The alliance, which includes the Organization of the Petroleum Exporting Countries (OPEC) and other partners, agreed in principle to raise output next month. However, according to Reuters, the increase is largely on paper due to the inability of key member states to boost production amid the ongoing war in the Middle East.
The decision comes as the world faces what is described as the largest oil supply disruption ever recorded, with growing concerns that the global economy may enter a phase of compounded pressure marked by rising prices, accelerating inflation, disrupted supply chains, and escalating geopolitical risks that increasingly dictate market movements.
A Theoretical Increase
While the OPEC+ decision aims to address the unprecedented supply disruption and mounting fears of global economic strain, energy experts say it remains largely theoretical for two main reasons.
The first is the effective closure of the Strait of Hormuz since late February, preventing Gulf states from exporting additional production.
The second is the damage inflicted on infrastructure in Saudi Arabia, the UAE, Kuwait, and Iraq due to Iranian missile and drone attacks.
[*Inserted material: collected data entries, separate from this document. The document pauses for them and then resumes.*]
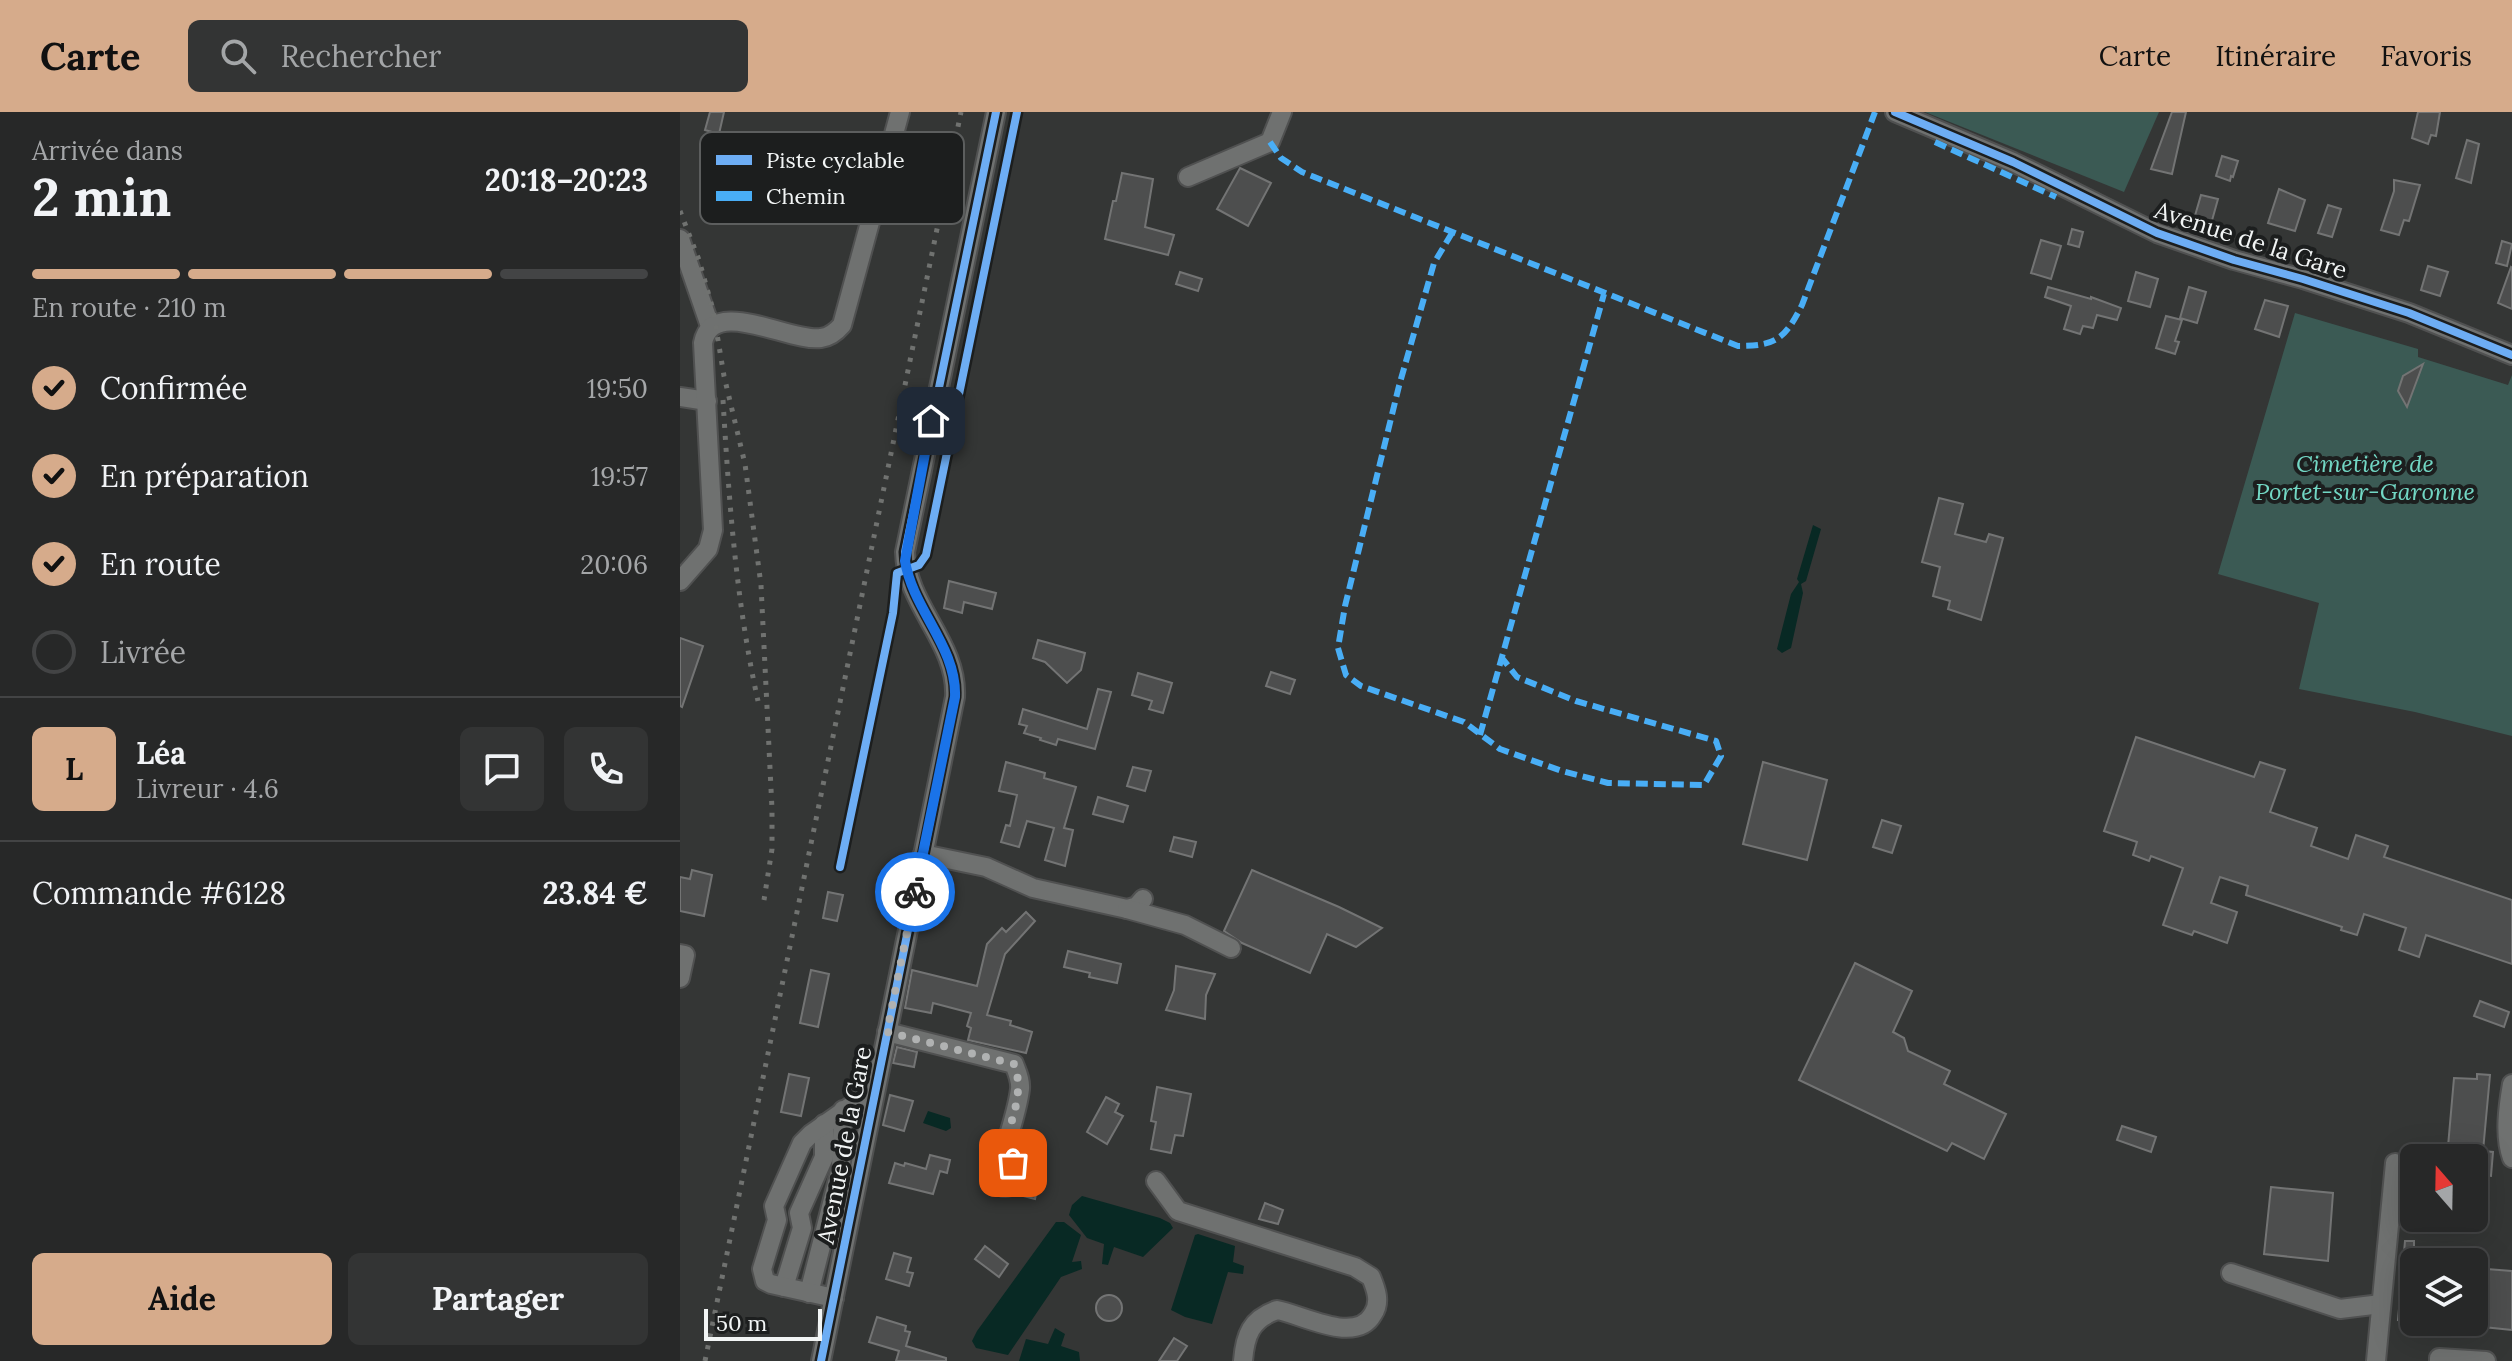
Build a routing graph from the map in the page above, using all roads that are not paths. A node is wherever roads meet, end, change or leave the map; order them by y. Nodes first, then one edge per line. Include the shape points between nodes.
1 (900, 112) edge
2 (996, 112) edge
3 (1282, 112) edge
4 (1895, 112) edge
5 (895, 132) edge
6 (1188, 177) dead end
7 (870, 224) edge
8 (680, 239) edge
9 (710, 326) junction
10 (2512, 355) edge
11 (680, 397) edge
12 (707, 401) junction
13 (680, 581) edge
14 (923, 854) junction
15 (1143, 899) dead end
16 (1127, 909) junction
17 (1231, 948) dead end
18 (680, 954) edge
19 (680, 978) edge
20 (887, 1032) junction
21 (2512, 1084) edge
22 (875, 1089) junction
23 (843, 1110) junction
24 (824, 1124) junction
25 (1004, 1147) dead end
26 (2512, 1158) edge
27 (2395, 1163) dead end
28 (1156, 1181) dead end
29 (2231, 1273) dead end
30 (784, 1287) junction
31 (809, 1293) junction
32 (834, 1298) junction
33 (2381, 1304) junction
34 (821, 1361) edge
35 (1243, 1361) edge
36 (2376, 1361) edge
37 (2439, 1361) edge
38 (2486, 1361) edge

1 - 5 street
2 - 14 street, Avenue de la Gare via 905,552 911,584 954,670 956,685
3 - 6 street via 1270,142
4 - 10 street, Avenue de la Gare via 2013,162 2157,233 2409,313
7 - 9 street via 842,325 831,335 812,339 743,323
8 - 9 street
9 - 12 street via 703,343
11 - 12 street
12 - 13 street via 713,530 708,549
14 - 16 street via 986,867 1033,888
14 - 20 street, Avenue de la Gare
15 - 16 street
16 - 17 street via 1185,925
18 - 19 street via 685,955
20 - 22 street, Avenue de la Gare
20 - 25 street via 1014,1064 1020,1090
21 - 26 street
22 - 23 street
22 - 32 street, Avenue de la Gare
23 - 24 street
23 - 31 street via 841,1168
24 - 30 street via 824,1157 799,1213 802,1228
24 - 30 street via 802,1143 774,1206 777,1220 762,1271 768,1283
27 - 33 street
28 - 35 street via 1178,1211 1355,1267 1371,1277 1378,1299 1368,1322 1346,1329 1277,1310 1255,1321 1247,1333
29 - 33 street via 2340,1309
30 - 31 street
31 - 32 street
32 - 34 street, Avenue de la Gare
33 - 36 street
37 - 38 street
Other OPEC+ members, such as Russia, are also unable to raise output due to sanctions and the impact of the war in Ukraine.
Largest Supply Disruption
Gulf officials have indicated that restoring normal oil production levels could take months, even if the war ends and the strait reopens immediately.
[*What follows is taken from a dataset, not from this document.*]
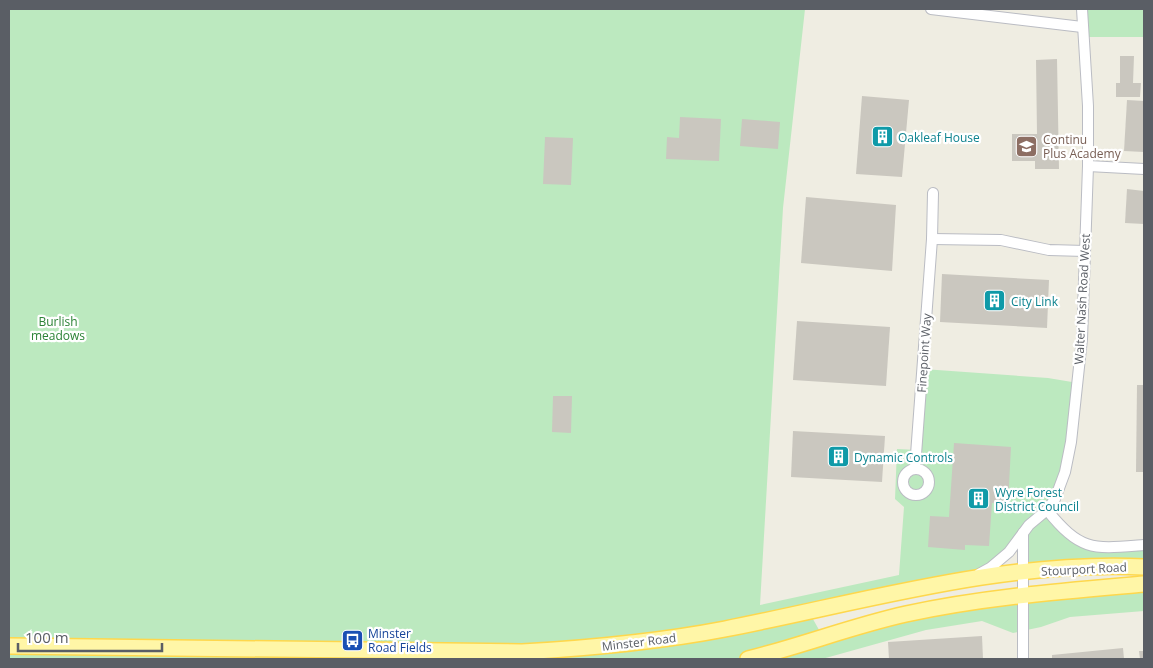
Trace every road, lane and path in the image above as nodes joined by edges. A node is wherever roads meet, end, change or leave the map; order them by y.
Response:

More than a month after the outbreak of the conflict, estimates suggest the world is facing the largest oil supply disruption in history, ranging between 12 and 15 million barrels per day, or up to 15 percent of global supply.
This disruption has pushed Brent crude prices to a four-year high, nearing $120 per barrel, while J.P.Morgan warned prices could exceed $150 if the Strait of Hormuz remains closed until mid-May.
Concerns Over Energy Facilities
The Joint Ministerial Monitoring Committee of OPEC+ expressed concern during its meeting on Sunday over Iranian attacks on energy facilities, noting that repairs would be costly and time-consuming, further impacting supplies.
As the repercussions of the Strait of Hormuz closure deepen for global energy markets and the broader economy, international efforts are accelerating to contain the war’s impact, ranging from calls for direct defensive military action to initiatives favoring enhanced political and security coordination.